Information shown:
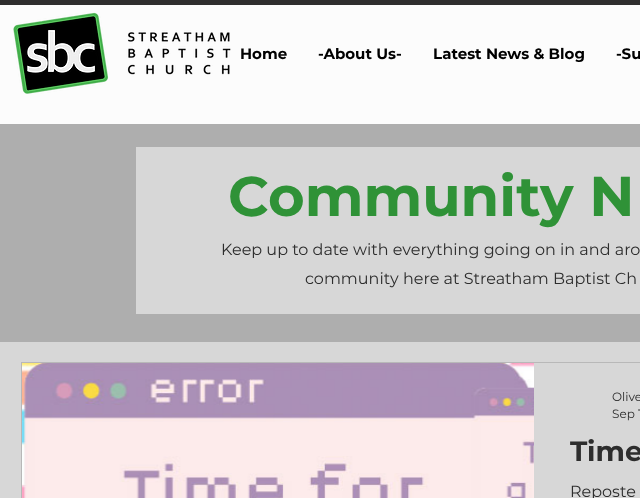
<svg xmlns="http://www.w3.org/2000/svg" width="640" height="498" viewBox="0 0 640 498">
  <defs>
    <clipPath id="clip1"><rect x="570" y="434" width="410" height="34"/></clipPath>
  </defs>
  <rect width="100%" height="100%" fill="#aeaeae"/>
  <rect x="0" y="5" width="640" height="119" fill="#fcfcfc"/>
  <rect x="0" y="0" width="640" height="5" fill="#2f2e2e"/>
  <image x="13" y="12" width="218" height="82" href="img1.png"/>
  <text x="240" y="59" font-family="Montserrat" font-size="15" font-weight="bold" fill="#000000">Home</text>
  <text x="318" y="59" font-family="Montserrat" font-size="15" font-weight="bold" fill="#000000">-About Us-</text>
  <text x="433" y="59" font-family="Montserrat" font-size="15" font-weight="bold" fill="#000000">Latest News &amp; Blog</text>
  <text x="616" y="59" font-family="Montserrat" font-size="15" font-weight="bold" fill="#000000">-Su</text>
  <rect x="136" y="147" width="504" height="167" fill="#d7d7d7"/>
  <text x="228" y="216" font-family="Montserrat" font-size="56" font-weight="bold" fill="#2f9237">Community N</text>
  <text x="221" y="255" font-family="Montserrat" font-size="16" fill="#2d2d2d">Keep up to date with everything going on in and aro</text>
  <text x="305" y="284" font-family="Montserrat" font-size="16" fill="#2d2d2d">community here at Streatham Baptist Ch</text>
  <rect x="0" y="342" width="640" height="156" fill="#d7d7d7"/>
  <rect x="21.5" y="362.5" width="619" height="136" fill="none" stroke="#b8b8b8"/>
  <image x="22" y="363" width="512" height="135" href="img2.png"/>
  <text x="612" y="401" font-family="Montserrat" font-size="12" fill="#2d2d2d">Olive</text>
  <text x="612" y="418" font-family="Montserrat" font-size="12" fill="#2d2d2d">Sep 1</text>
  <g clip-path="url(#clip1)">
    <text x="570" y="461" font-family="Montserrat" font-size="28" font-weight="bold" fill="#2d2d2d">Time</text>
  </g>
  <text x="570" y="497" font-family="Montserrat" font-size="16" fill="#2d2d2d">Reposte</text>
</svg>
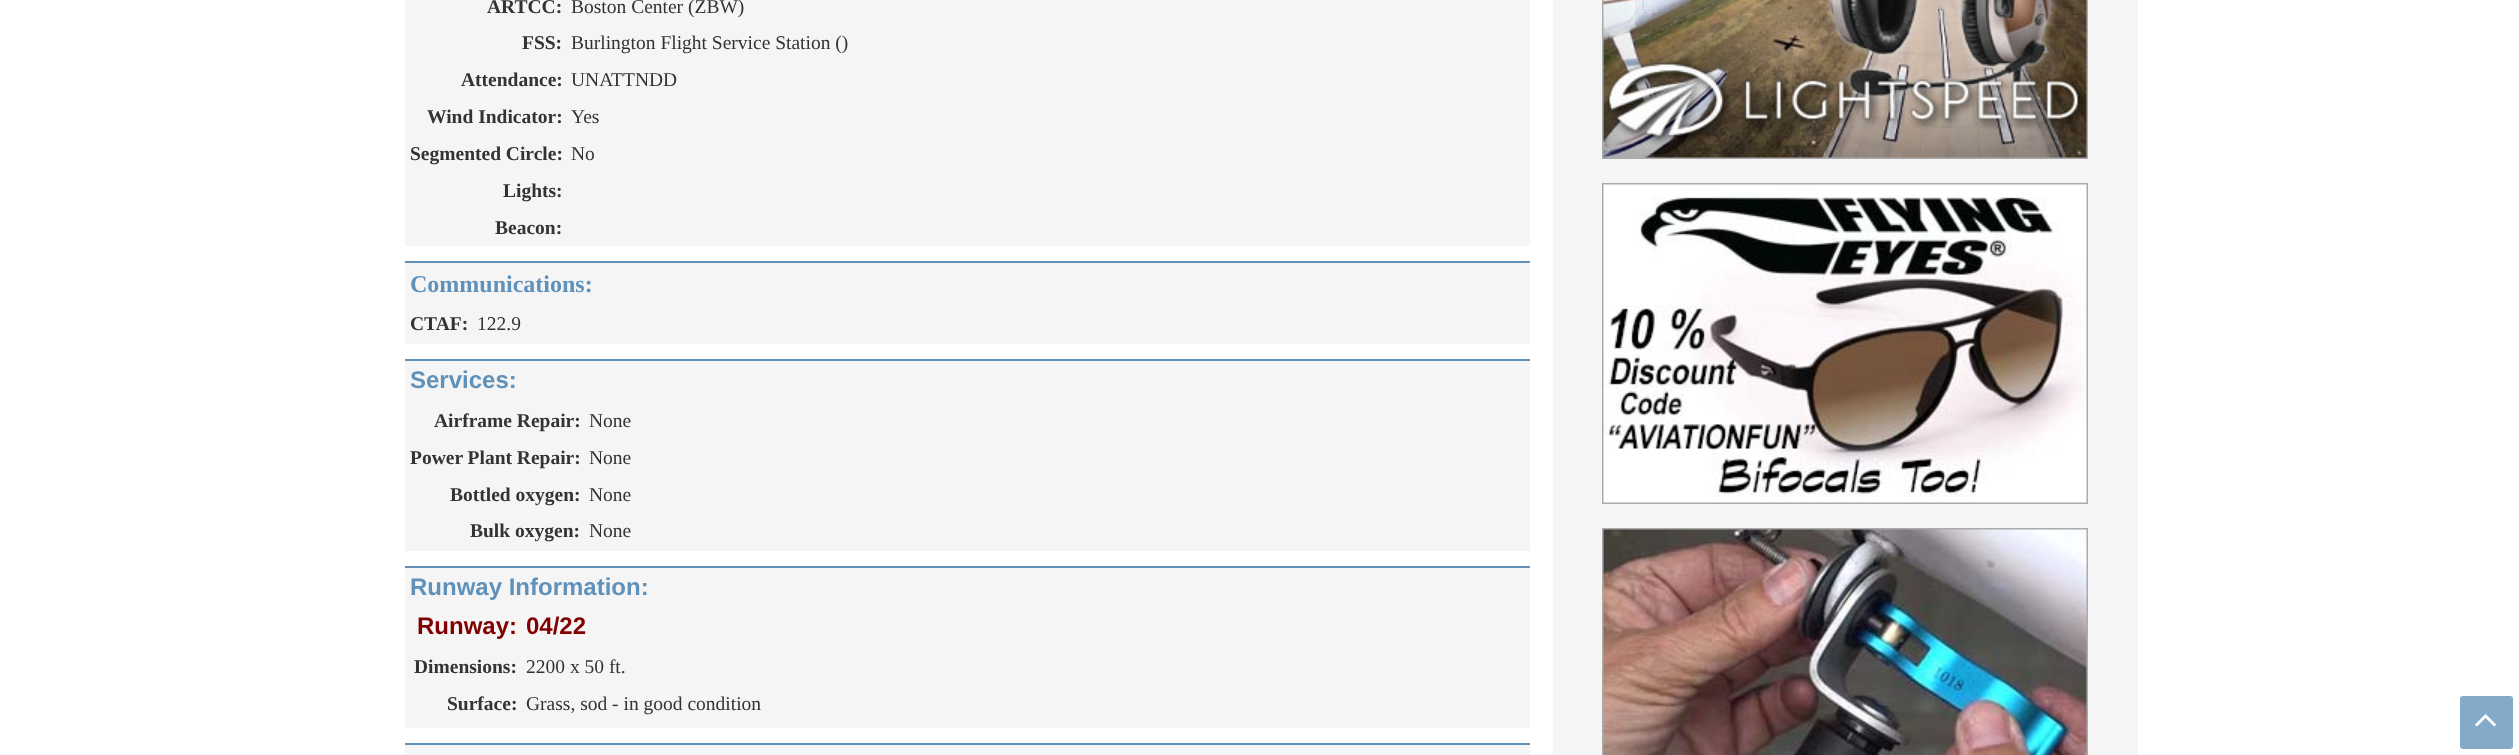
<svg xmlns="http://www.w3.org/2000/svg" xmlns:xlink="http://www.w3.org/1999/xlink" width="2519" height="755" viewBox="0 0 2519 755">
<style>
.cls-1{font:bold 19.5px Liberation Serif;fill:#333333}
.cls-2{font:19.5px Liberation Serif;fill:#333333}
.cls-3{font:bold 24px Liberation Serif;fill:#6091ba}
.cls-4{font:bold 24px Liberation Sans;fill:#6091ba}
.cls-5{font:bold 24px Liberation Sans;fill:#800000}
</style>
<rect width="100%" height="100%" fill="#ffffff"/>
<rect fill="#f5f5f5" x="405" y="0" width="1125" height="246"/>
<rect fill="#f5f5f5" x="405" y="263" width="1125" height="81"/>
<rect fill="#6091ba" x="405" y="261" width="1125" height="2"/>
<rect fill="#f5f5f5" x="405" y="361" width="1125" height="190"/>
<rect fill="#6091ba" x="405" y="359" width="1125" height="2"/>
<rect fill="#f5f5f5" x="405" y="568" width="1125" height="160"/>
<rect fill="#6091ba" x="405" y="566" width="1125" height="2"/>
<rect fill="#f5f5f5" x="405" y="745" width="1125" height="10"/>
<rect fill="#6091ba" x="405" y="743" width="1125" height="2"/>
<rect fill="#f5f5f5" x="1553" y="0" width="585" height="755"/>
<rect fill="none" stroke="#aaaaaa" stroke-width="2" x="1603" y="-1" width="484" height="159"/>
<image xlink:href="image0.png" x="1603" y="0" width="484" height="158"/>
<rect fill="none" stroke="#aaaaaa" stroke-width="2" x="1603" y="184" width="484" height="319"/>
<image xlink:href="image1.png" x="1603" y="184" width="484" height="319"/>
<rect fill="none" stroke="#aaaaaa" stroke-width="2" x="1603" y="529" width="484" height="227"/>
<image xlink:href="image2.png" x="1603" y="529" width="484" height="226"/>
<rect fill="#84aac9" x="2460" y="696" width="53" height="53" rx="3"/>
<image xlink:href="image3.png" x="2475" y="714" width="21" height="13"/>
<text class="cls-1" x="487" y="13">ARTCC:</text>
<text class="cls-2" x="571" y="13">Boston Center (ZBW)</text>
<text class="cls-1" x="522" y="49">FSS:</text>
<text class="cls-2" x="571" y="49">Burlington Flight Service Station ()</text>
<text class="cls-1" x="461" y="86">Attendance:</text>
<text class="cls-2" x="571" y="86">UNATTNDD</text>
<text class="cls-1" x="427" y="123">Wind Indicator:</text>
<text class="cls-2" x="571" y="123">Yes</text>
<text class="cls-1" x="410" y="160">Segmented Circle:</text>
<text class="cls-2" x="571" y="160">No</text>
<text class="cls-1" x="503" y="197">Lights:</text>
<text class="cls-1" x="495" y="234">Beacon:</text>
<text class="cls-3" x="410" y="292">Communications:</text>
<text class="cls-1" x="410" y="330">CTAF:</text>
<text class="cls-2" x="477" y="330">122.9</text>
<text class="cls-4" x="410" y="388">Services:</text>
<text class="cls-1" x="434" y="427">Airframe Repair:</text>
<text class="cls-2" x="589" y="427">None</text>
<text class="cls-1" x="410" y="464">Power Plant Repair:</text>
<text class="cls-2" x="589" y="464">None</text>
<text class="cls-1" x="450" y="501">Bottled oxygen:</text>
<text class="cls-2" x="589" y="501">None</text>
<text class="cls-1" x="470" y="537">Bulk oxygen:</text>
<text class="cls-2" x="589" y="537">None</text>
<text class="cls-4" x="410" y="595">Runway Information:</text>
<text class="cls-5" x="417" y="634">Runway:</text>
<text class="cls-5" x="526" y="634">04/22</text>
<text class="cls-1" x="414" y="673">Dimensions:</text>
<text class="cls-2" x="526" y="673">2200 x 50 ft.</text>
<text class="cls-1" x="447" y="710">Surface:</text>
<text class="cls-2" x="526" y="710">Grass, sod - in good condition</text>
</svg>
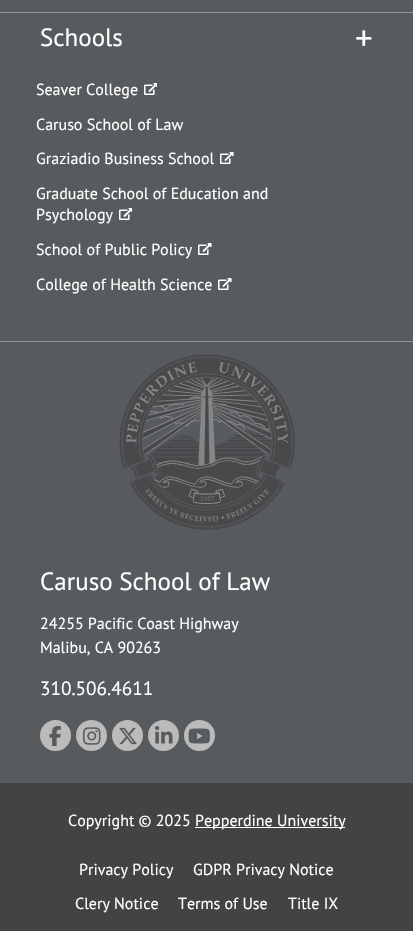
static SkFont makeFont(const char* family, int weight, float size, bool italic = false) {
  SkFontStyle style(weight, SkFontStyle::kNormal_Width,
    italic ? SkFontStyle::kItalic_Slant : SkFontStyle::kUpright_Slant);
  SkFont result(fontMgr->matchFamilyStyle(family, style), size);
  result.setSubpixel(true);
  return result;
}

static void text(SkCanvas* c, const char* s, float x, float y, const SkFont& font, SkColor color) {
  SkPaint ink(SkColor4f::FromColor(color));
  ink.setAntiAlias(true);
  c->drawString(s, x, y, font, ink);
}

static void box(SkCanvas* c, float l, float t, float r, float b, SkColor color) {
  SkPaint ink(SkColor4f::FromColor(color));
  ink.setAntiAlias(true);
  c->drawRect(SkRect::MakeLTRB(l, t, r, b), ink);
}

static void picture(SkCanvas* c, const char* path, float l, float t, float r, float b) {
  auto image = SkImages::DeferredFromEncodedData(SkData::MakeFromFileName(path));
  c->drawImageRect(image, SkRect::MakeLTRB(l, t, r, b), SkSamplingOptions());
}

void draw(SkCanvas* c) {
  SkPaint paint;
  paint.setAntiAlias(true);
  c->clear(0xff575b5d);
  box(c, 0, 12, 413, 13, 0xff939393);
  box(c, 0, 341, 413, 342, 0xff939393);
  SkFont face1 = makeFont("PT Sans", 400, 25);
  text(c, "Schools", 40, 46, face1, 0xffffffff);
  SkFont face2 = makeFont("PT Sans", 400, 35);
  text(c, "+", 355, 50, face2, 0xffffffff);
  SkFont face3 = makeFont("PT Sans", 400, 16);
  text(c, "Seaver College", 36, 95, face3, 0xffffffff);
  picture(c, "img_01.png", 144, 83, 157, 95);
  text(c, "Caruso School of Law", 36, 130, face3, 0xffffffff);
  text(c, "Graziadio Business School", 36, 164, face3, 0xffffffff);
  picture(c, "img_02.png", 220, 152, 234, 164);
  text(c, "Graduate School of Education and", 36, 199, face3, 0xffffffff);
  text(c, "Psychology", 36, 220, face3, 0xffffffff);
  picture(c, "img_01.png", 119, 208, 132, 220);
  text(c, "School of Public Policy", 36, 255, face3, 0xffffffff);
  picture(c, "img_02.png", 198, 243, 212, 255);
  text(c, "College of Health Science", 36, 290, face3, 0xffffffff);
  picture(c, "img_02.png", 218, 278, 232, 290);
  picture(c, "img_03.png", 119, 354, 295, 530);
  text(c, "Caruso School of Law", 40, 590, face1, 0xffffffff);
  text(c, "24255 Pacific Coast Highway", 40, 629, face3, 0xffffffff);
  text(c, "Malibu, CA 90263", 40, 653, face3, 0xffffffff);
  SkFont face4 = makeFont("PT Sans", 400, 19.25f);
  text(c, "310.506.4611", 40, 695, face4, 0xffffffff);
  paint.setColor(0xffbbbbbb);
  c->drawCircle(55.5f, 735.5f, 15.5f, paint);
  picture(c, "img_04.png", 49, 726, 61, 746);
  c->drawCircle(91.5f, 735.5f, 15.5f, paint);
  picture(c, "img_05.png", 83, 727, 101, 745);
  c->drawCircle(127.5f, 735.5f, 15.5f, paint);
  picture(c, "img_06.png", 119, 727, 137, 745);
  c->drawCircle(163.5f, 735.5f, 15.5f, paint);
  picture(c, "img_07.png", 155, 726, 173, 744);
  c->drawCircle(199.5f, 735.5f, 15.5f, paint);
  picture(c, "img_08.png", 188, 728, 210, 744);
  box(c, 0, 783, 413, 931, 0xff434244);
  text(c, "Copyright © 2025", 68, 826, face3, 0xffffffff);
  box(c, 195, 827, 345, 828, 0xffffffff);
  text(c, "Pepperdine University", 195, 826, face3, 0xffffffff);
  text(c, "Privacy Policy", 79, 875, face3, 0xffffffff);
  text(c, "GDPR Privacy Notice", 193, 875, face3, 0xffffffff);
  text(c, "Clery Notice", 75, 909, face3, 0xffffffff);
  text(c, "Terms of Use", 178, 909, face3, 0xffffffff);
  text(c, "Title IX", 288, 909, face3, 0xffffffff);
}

What to produce:
Take every line above that includes the string "xmlns" and return it.

Output of the exercise:
<svg xmlns="http://www.w3.org/2000/svg" width="640" height="498" viewBox="0 0 640 498">
<svg xmlns="http://www.w3.org/2000/svg" xmlns:xlink="http://www.w3.org/1999/xlink" width="2519" height="755" viewBox="0 0 2519 755">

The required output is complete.